» WHAT YOU ARE ASKED TO DO
Your copy must hold all of the data below, unchanged and without images.

» DATA FOR REVIEW

----

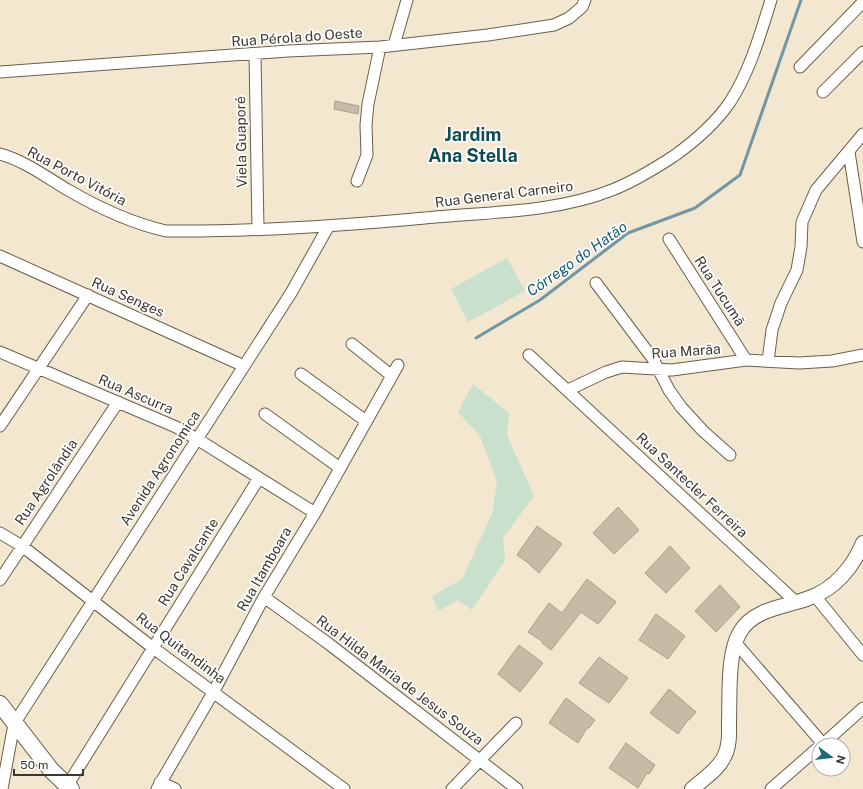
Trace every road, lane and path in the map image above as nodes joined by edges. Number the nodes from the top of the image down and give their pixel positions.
1 (407, 0) edge
2 (585, 0) edge
3 (771, 0) edge
4 (863, 2) edge
5 (394, 45) junction
6 (380, 47) junction
7 (863, 52) edge
8 (255, 54) junction
9 (800, 67) dead end
10 (0, 72) edge
11 (823, 92) dead end
12 (863, 134) edge
13 (849, 152) junction
14 (0, 154) edge
15 (357, 181) dead end
16 (328, 227) junction
17 (258, 229) junction
18 (669, 239) dead end
19 (863, 242) edge
20 (0, 256) edge
21 (596, 283) dead end
22 (88, 295) junction
23 (352, 344) dead end
24 (0, 352) edge
25 (529, 354) dead end
26 (863, 355) edge
27 (746, 360) junction
28 (768, 361) junction
29 (398, 365) dead end
30 (244, 366) junction
31 (38, 369) junction
32 (658, 370) junction
33 (301, 374) dead end
34 (392, 376) junction
35 (568, 390) junction
36 (118, 402) junction
37 (265, 414) dead end
38 (366, 421) junction
39 (0, 426) edge
40 (197, 438) junction
41 (730, 455) dead end
42 (340, 468) junction
43 (259, 478) junction
44 (315, 513) junction
45 (0, 533) edge
46 (863, 544) edge
47 (22, 546) junction
48 (0, 580) edge
49 (815, 596) junction
50 (264, 597) junction
51 (93, 599) junction
52 (796, 602) junction
53 (735, 642) junction
54 (152, 647) junction
55 (863, 655) edge
56 (214, 691) junction
57 (0, 704) edge
58 (863, 708) edge
59 (516, 722) dead end
60 (14, 724) junction
61 (814, 737) edge
62 (831, 737) edge
63 (811, 755) edge
64 (480, 761) junction
65 (158, 785) edge
66 (69, 787) edge
67 (2, 789) edge
68 (175, 789) edge
69 (344, 789) edge
70 (452, 789) edge
71 (517, 789) edge
72 (692, 789) edge
73 (771, 789) edge

1 - 5 street
2 - 5 street, Rua Pérola do Oeste
3 - 16 street, Rua General Carneiro
4 - 9 street
5 - 6 street, Rua Pérola do Oeste
6 - 8 street, Rua Pérola do Oeste
6 - 15 street
7 - 11 street
8 - 10 street, Rua Pérola do Oeste
8 - 17 street, Viela Guaporé
12 - 13 street
13 - 19 street
13 - 28 street
14 - 17 street, Rua Porto Vitória
16 - 17 street, Rua General Carneiro
16 - 30 street, Avenida Agronomica
18 - 27 street, Rua Tucumã
20 - 22 street, Rua Senges
21 - 32 street
22 - 30 street, Rua Senges
22 - 31 street
23 - 34 street
24 - 31 street, Rua Ascurra
25 - 35 street
26 - 28 street, Rua Marãa
27 - 28 street, Rua Marãa
27 - 32 street, Rua Marãa
29 - 34 street, Rua Itamboara
30 - 40 street, Avenida Agronomica
31 - 36 street, Rua Ascurra
31 - 39 street
32 - 35 street, Rua Marãa
32 - 41 street
33 - 38 street
34 - 38 street, Rua Itamboara
35 - 52 street, Rua Santecler Ferreira
36 - 40 street, Rua Ascurra
36 - 47 street, Rua Agrolândia
37 - 42 street
38 - 42 street, Rua Itamboara
40 - 43 street, Rua Ascurra
40 - 51 street, Avenida Agronomica
42 - 44 street, Rua Itamboara
43 - 44 street, Rua Ascurra
43 - 54 street, Rua Cavalcante
44 - 50 street, Rua Itamboara
45 - 47 street, Rua Quitandinha
46 - 49 street
47 - 48 street, Rua Agrolândia
47 - 51 street, Rua Quitandinha
49 - 52 street
49 - 55 street
50 - 56 street, Rua Itamboara
50 - 64 street, Rua Hilda Maria de Jesus Souza
51 - 54 street, Rua Quitandinha
51 - 60 street, Avenida Agronomica
52 - 53 street
53 - 61 street
53 - 72 street
54 - 56 street, Rua Quitandinha
54 - 66 street, Rua Cavalcante
56 - 65 street, Rua Itamboara
56 - 69 street, Rua Quitandinha
57 - 60 main road
58 - 62 street
59 - 64 street
60 - 66 main road
60 - 67 street
63 - 73 street
64 - 70 street
64 - 71 street, Rua Hilda Maria de Jesus Souza
65 - 68 street

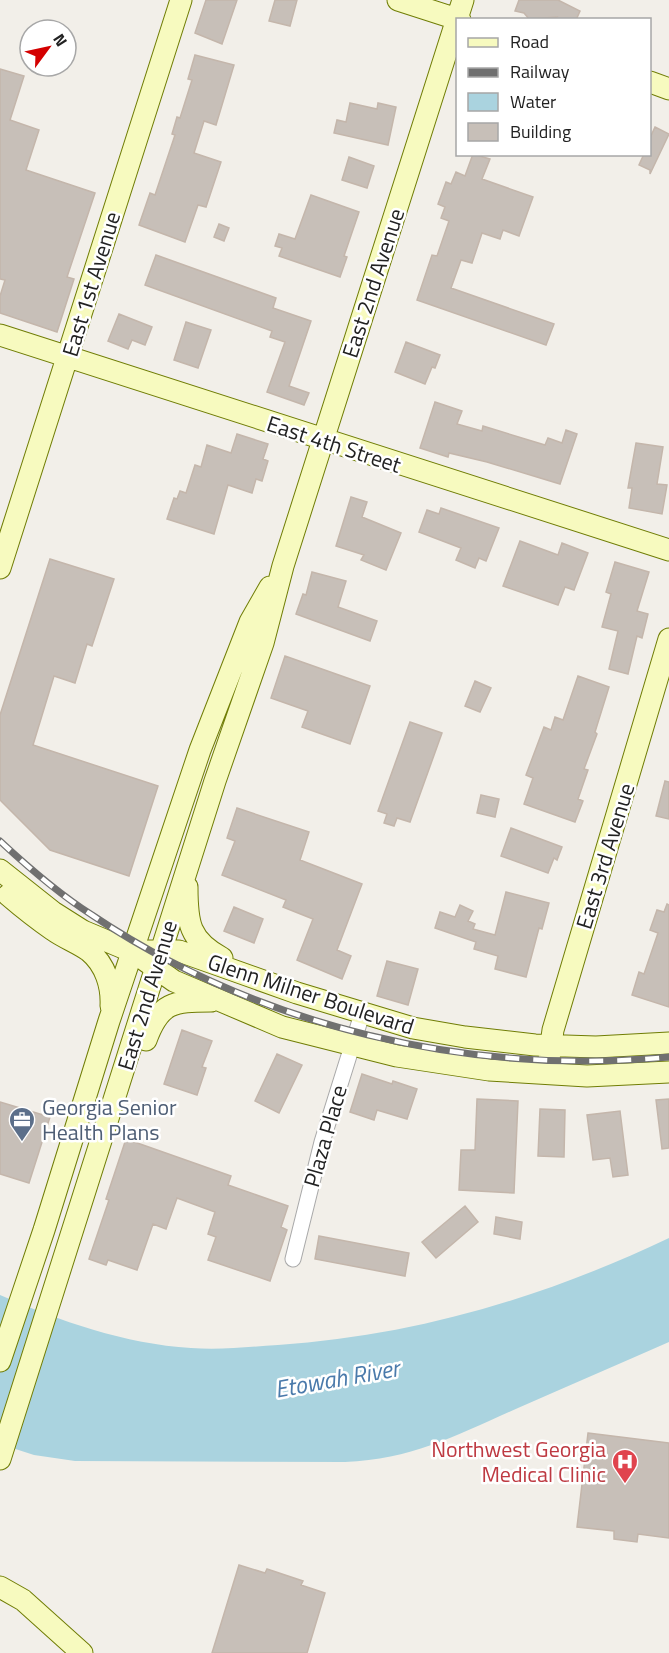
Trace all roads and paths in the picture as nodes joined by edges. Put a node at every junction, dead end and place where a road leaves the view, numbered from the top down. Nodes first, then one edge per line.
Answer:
1 (181, 0) edge
2 (398, 0) edge
3 (460, 13) edge
4 (456, 26) edge
5 (651, 82) edge
6 (669, 89) edge
7 (0, 335) edge
8 (68, 357) junction
9 (324, 441) junction
10 (669, 550) edge
11 (283, 566) junction
12 (0, 567) edge
13 (669, 639) edge
14 (0, 870) edge
15 (187, 871) junction
16 (0, 885) edge
17 (133, 952) junction
18 (159, 959) junction
19 (264, 982) junction
20 (219, 1002) junction
21 (362, 1014) junction
22 (110, 1022) junction
23 (669, 1043) edge
24 (351, 1046) junction
25 (550, 1046) junction
26 (669, 1072) edge
27 (546, 1074) junction
28 (118, 1089) junction
29 (293, 1259) dead end
30 (0, 1361) edge
31 (0, 1459) edge
32 (0, 1587) edge
33 (82, 1653) edge

1 - 8 street, East 1st Avenue
2 - 3 street
4 - 9 street, East 2nd Avenue
5 - 6 street
7 - 8 street, East 4th Street
8 - 9 street, East 4th Street
8 - 12 street, East 1st Avenue
9 - 10 street, East 4th Street
9 - 11 street, East 2nd Avenue
11 - 15 street, East 2nd Avenue
11 - 17 street, East 2nd Avenue
13 - 25 street, East 3rd Avenue
14 - 17 street, Glenn Milner Boulevard
15 - 18 street, East 2nd Avenue
15 - 19 street
16 - 22 street
17 - 18 street, Glenn Milner Boulevard
17 - 22 street, East 2nd Avenue
18 - 19 street, Glenn Milner Boulevard
18 - 20 street, Glenn Milner Boulevard
18 - 28 street, East 2nd Avenue
19 - 21 street, Glenn Milner Boulevard
20 - 24 street, Glenn Milner Boulevard
20 - 28 street
21 - 24 street, Plaza Place
21 - 25 street, Glenn Milner Boulevard
22 - 30 street, East 2nd Avenue
23 - 25 street, Glenn Milner Boulevard
24 - 27 street, Glenn Milner Boulevard
24 - 29 street, Plaza Place
25 - 27 street, East 3rd Avenue
26 - 27 street, Glenn Milner Boulevard
28 - 31 street, East 2nd Avenue
32 - 33 street

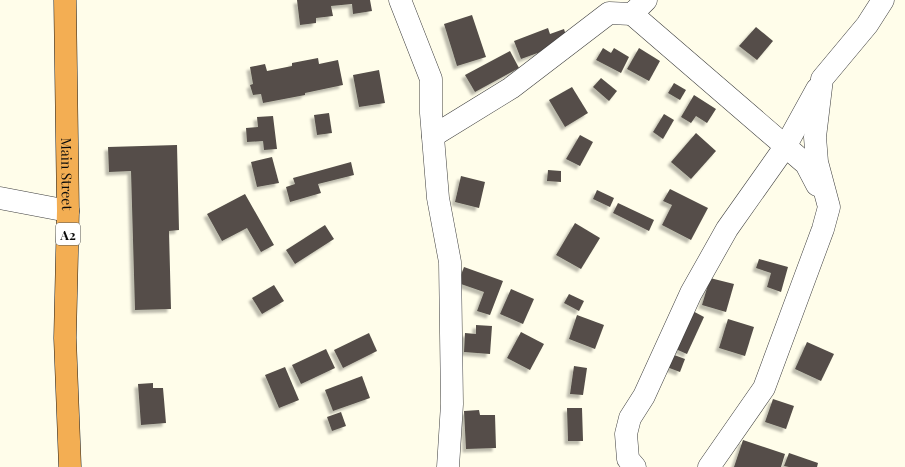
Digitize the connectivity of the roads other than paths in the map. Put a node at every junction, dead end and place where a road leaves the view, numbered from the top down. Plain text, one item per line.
1 (64, 0) edge
2 (400, 0) edge
3 (883, 0) edge
4 (604, 7) edge
5 (639, 7) edge
6 (822, 79) junction
7 (433, 136) junction
8 (785, 147) junction
9 (0, 198) edge
10 (829, 207) junction
11 (68, 211) junction
12 (70, 467) edge
13 (448, 467) edge
14 (635, 467) edge
15 (709, 467) edge

1 - 11 highway, Main Street / A2
2 - 7 street
3 - 6 street
4 - 5 street
4 - 7 street
5 - 8 street
6 - 8 street
6 - 10 street
7 - 13 street
8 - 10 street
8 - 14 street
9 - 11 street
10 - 15 street
11 - 12 highway, Main Street / A2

----

» TASK OUTPUT
Trace every road, lane and path in the map image above as nodes joined by edges. Number the nodes from the top of the image down and give their pixel positions.
1 (407, 0) edge
2 (585, 0) edge
3 (771, 0) edge
4 (863, 2) edge
5 (394, 45) junction
6 (380, 47) junction
7 (863, 52) edge
8 (255, 54) junction
9 (800, 67) dead end
10 (0, 72) edge
11 (823, 92) dead end
12 (863, 134) edge
13 (849, 152) junction
14 (0, 154) edge
15 (357, 181) dead end
16 (328, 227) junction
17 (258, 229) junction
18 (669, 239) dead end
19 (863, 242) edge
20 (0, 256) edge
21 (596, 283) dead end
22 (88, 295) junction
23 (352, 344) dead end
24 (0, 352) edge
25 (529, 354) dead end
26 (863, 355) edge
27 (746, 360) junction
28 (768, 361) junction
29 (398, 365) dead end
30 (244, 366) junction
31 (38, 369) junction
32 (658, 370) junction
33 (301, 374) dead end
34 (392, 376) junction
35 (568, 390) junction
36 (118, 402) junction
37 (265, 414) dead end
38 (366, 421) junction
39 (0, 426) edge
40 (197, 438) junction
41 (730, 455) dead end
42 (340, 468) junction
43 (259, 478) junction
44 (315, 513) junction
45 (0, 533) edge
46 (863, 544) edge
47 (22, 546) junction
48 (0, 580) edge
49 (815, 596) junction
50 (264, 597) junction
51 (93, 599) junction
52 (796, 602) junction
53 (735, 642) junction
54 (152, 647) junction
55 (863, 655) edge
56 (214, 691) junction
57 (0, 704) edge
58 (863, 708) edge
59 (516, 722) dead end
60 (14, 724) junction
61 (814, 737) edge
62 (831, 737) edge
63 (811, 755) edge
64 (480, 761) junction
65 (158, 785) edge
66 (69, 787) edge
67 (2, 789) edge
68 (175, 789) edge
69 (344, 789) edge
70 (452, 789) edge
71 (517, 789) edge
72 (692, 789) edge
73 (771, 789) edge

1 - 5 street
2 - 5 street, Rua Pérola do Oeste
3 - 16 street, Rua General Carneiro
4 - 9 street
5 - 6 street, Rua Pérola do Oeste
6 - 8 street, Rua Pérola do Oeste
6 - 15 street
7 - 11 street
8 - 10 street, Rua Pérola do Oeste
8 - 17 street, Viela Guaporé
12 - 13 street
13 - 19 street
13 - 28 street
14 - 17 street, Rua Porto Vitória
16 - 17 street, Rua General Carneiro
16 - 30 street, Avenida Agronomica
18 - 27 street, Rua Tucumã
20 - 22 street, Rua Senges
21 - 32 street
22 - 30 street, Rua Senges
22 - 31 street
23 - 34 street
24 - 31 street, Rua Ascurra
25 - 35 street
26 - 28 street, Rua Marãa
27 - 28 street, Rua Marãa
27 - 32 street, Rua Marãa
29 - 34 street, Rua Itamboara
30 - 40 street, Avenida Agronomica
31 - 36 street, Rua Ascurra
31 - 39 street
32 - 35 street, Rua Marãa
32 - 41 street
33 - 38 street
34 - 38 street, Rua Itamboara
35 - 52 street, Rua Santecler Ferreira
36 - 40 street, Rua Ascurra
36 - 47 street, Rua Agrolândia
37 - 42 street
38 - 42 street, Rua Itamboara
40 - 43 street, Rua Ascurra
40 - 51 street, Avenida Agronomica
42 - 44 street, Rua Itamboara
43 - 44 street, Rua Ascurra
43 - 54 street, Rua Cavalcante
44 - 50 street, Rua Itamboara
45 - 47 street, Rua Quitandinha
46 - 49 street
47 - 48 street, Rua Agrolândia
47 - 51 street, Rua Quitandinha
49 - 52 street
49 - 55 street
50 - 56 street, Rua Itamboara
50 - 64 street, Rua Hilda Maria de Jesus Souza
51 - 54 street, Rua Quitandinha
51 - 60 street, Avenida Agronomica
52 - 53 street
53 - 61 street
53 - 72 street
54 - 56 street, Rua Quitandinha
54 - 66 street, Rua Cavalcante
56 - 65 street, Rua Itamboara
56 - 69 street, Rua Quitandinha
57 - 60 main road
58 - 62 street
59 - 64 street
60 - 66 main road
60 - 67 street
63 - 73 street
64 - 70 street
64 - 71 street, Rua Hilda Maria de Jesus Souza
65 - 68 street

Trace all roads and paths in the picture as nodes joined by edges. Put a node at every junction, dead end and place where a road leaves the view, numbered from the top down. Nodes first, then one edge per line.
Answer:
1 (181, 0) edge
2 (398, 0) edge
3 (460, 13) edge
4 (456, 26) edge
5 (651, 82) edge
6 (669, 89) edge
7 (0, 335) edge
8 (68, 357) junction
9 (324, 441) junction
10 (669, 550) edge
11 (283, 566) junction
12 (0, 567) edge
13 (669, 639) edge
14 (0, 870) edge
15 (187, 871) junction
16 (0, 885) edge
17 (133, 952) junction
18 (159, 959) junction
19 (264, 982) junction
20 (219, 1002) junction
21 (362, 1014) junction
22 (110, 1022) junction
23 (669, 1043) edge
24 (351, 1046) junction
25 (550, 1046) junction
26 (669, 1072) edge
27 (546, 1074) junction
28 (118, 1089) junction
29 (293, 1259) dead end
30 (0, 1361) edge
31 (0, 1459) edge
32 (0, 1587) edge
33 (82, 1653) edge

1 - 8 street, East 1st Avenue
2 - 3 street
4 - 9 street, East 2nd Avenue
5 - 6 street
7 - 8 street, East 4th Street
8 - 9 street, East 4th Street
8 - 12 street, East 1st Avenue
9 - 10 street, East 4th Street
9 - 11 street, East 2nd Avenue
11 - 15 street, East 2nd Avenue
11 - 17 street, East 2nd Avenue
13 - 25 street, East 3rd Avenue
14 - 17 street, Glenn Milner Boulevard
15 - 18 street, East 2nd Avenue
15 - 19 street
16 - 22 street
17 - 18 street, Glenn Milner Boulevard
17 - 22 street, East 2nd Avenue
18 - 19 street, Glenn Milner Boulevard
18 - 20 street, Glenn Milner Boulevard
18 - 28 street, East 2nd Avenue
19 - 21 street, Glenn Milner Boulevard
20 - 24 street, Glenn Milner Boulevard
20 - 28 street
21 - 24 street, Plaza Place
21 - 25 street, Glenn Milner Boulevard
22 - 30 street, East 2nd Avenue
23 - 25 street, Glenn Milner Boulevard
24 - 27 street, Glenn Milner Boulevard
24 - 29 street, Plaza Place
25 - 27 street, East 3rd Avenue
26 - 27 street, Glenn Milner Boulevard
28 - 31 street, East 2nd Avenue
32 - 33 street

Digitize the connectivity of the roads other than paths in the map. Put a node at every junction, dead end and place where a road leaves the view, numbered from the top down. Plain text, one item per line.
1 (64, 0) edge
2 (400, 0) edge
3 (883, 0) edge
4 (604, 7) edge
5 (639, 7) edge
6 (822, 79) junction
7 (433, 136) junction
8 (785, 147) junction
9 (0, 198) edge
10 (829, 207) junction
11 (68, 211) junction
12 (70, 467) edge
13 (448, 467) edge
14 (635, 467) edge
15 (709, 467) edge

1 - 11 highway, Main Street / A2
2 - 7 street
3 - 6 street
4 - 5 street
4 - 7 street
5 - 8 street
6 - 8 street
6 - 10 street
7 - 13 street
8 - 10 street
8 - 14 street
9 - 11 street
10 - 15 street
11 - 12 highway, Main Street / A2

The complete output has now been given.